Should I seek a new financial advisor?
I have an IRA. My investment advisor charges 2% of the value of the fund yearly, but sends out bills monthly. The fund was a rollover account of $47,000 from a company I worked for. Even though the fund is now worth $70,000 in value now, that's only a paper value. I think his rate of $1,200 or more per year is excessive. My shares' value become less as the year goes on. I feel cheated because even though the fund is doing well, it only relies on the market as growth. I am a widow who lives on only $30,000 a year, so I feel by the time I retire in five year, it will be down at least 20 to 40 more shares. Is this standard procedure?
2% is a very high fee by industry standards. But, I do have a caveat. There's a saying that goes something like "price is what you pay and value is what you get." That's attributable to Warren Buffett. It's hard to say how much value you are receiving without knowing how long it has taken to grow from $47,000 to $70,000. Besides being concerned about fees, investors should be concerned about returns net of fees. If you have two identical investments that return 8% and one costs 1% in fees, but the other is 2% in fees, then your return net of fees is 7% on the lower cost investment and 6% on the higher cost investment. However, if two different advisors recommend two different investments that have very different rates of return it's a different story. Let's say advisor 1 recommends investment A which returns 8% and costs 1% and advisor 2 recommends investment B which returns 12% and costs 2%. Investment A would have a 7% net return and investment B would have a 10% net return. You can see that in this scenario Investment B was more valuable even though the cost was higher.

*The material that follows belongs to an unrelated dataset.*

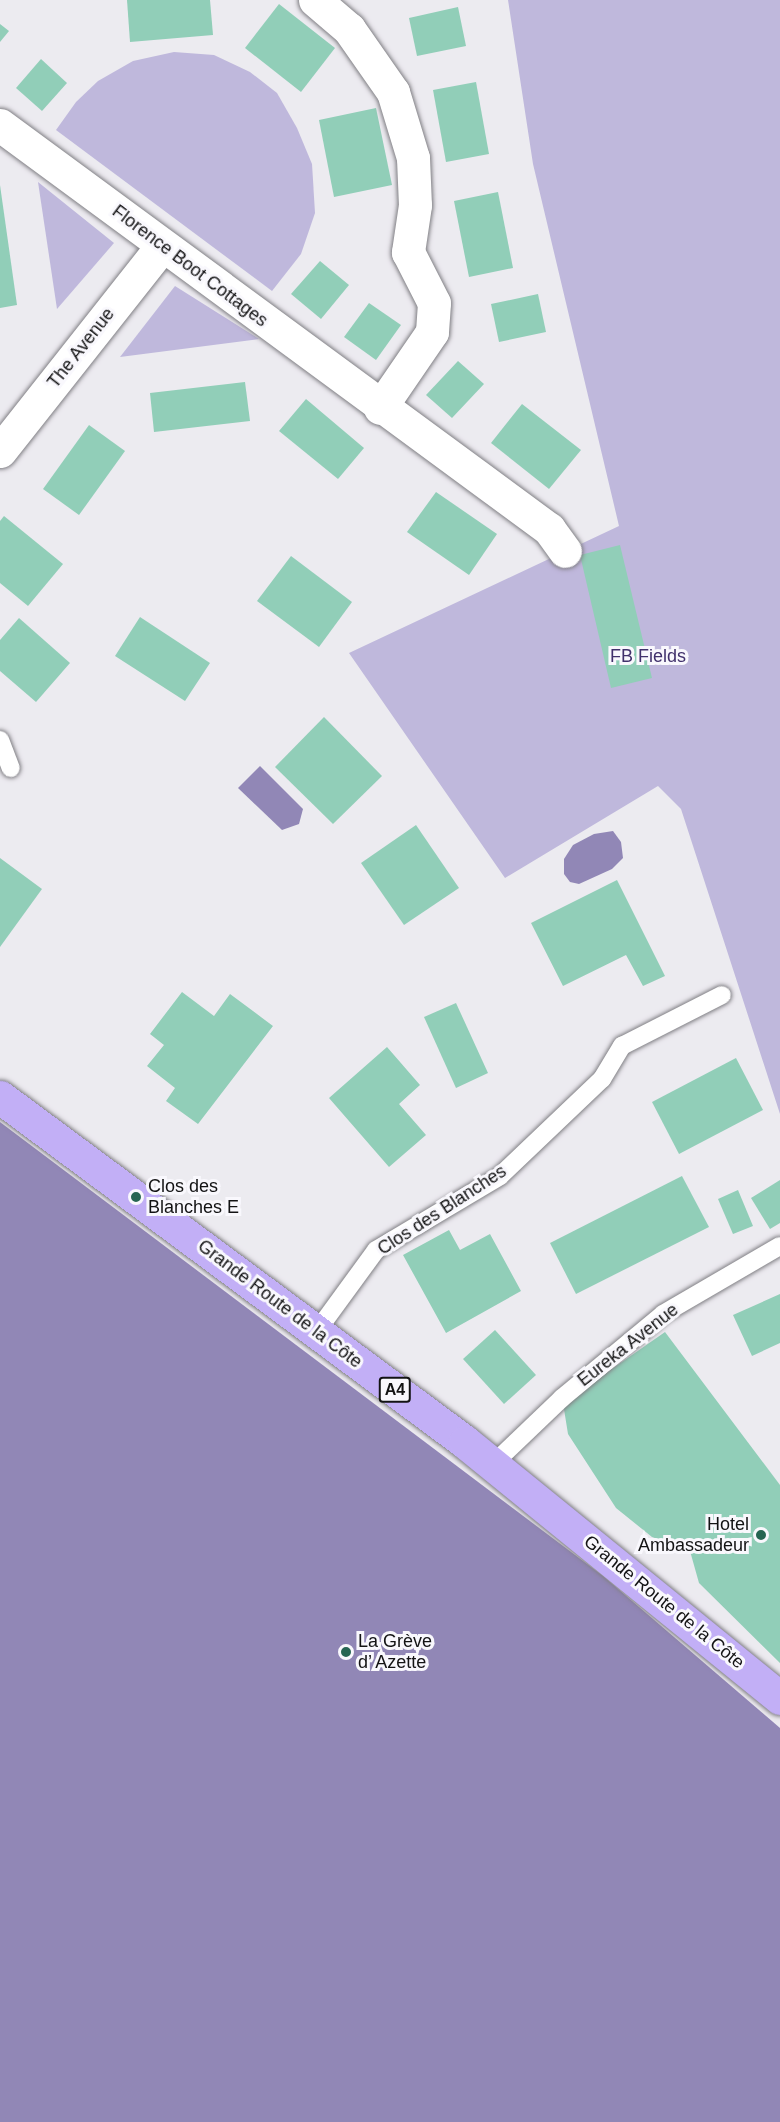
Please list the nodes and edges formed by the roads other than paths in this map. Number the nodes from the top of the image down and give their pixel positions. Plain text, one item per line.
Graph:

If you are retiring soon and know your expenses and how much you have available to cover those expenses, then you should interview a few advisors. Go see several, 3 or 4. Take your statements and find someone who will break down the facts and make you feel comfortable. Some advisors will try to sell you on their product no matter what. But, if the advisor you're with is doing a good job then at least one of those advisors you interview should be honest and transparent enough to tell you that you're getting what you're paying for. In the end, you may find out you're in a good place already, or you might find a different advisor you like more. Either way, you definitely need to be working with an advisor who will help you get set for retirement if it's not very many years away.
2% may be too much if the advisor is not helping you with all the other aspects of your financial like like taxes, insruance, esate planning, debt reduction etc... If that is the case you can simply move your IRA to a discount broker where there will be no advisor fee. This means you are on your own in terms of managing this fund but if you are comfortable holding it this would be a lower cost option.
I can tell you that 2% is on the high side of the advisory fee spectrum. However, I would look at the value you are getting for your money. Some advisors might charge a smaller amount of fees but they only focus on investments. Their cost might be too much for what they bring you. Other advisors might give be more expensive but they might give you more of their time and bring you more value.
Like anything else, you need to figure out if what you are getting for the money you are spending is worthwhile. If you don't think the set of advice he/she is giving is not worth $1,200/year, then I would start my search to find someone that will be dedicated to your financial success.
I hope this helps.
While 1-2% is considered industry standard for asset management, many advisors have fees lower than 1.5% with comparable value. You should feel comfortable with the service you are receiving at a rate you think is fair. Some advisors may even offer a discount!
2% is a little high especially if he or she isn't actively managing your account. Sending out the bills monthly is standard for most fee-only advisors. They bill client's monthly instead of taking it all at once at the end of the year. The bottom line is if your advisor isn't listening to your concerns or if you are just uncomfortable, then it is time to make a move. There are many advisors out there that may be a better fit. I recommend using Investopedia to help you find your next one.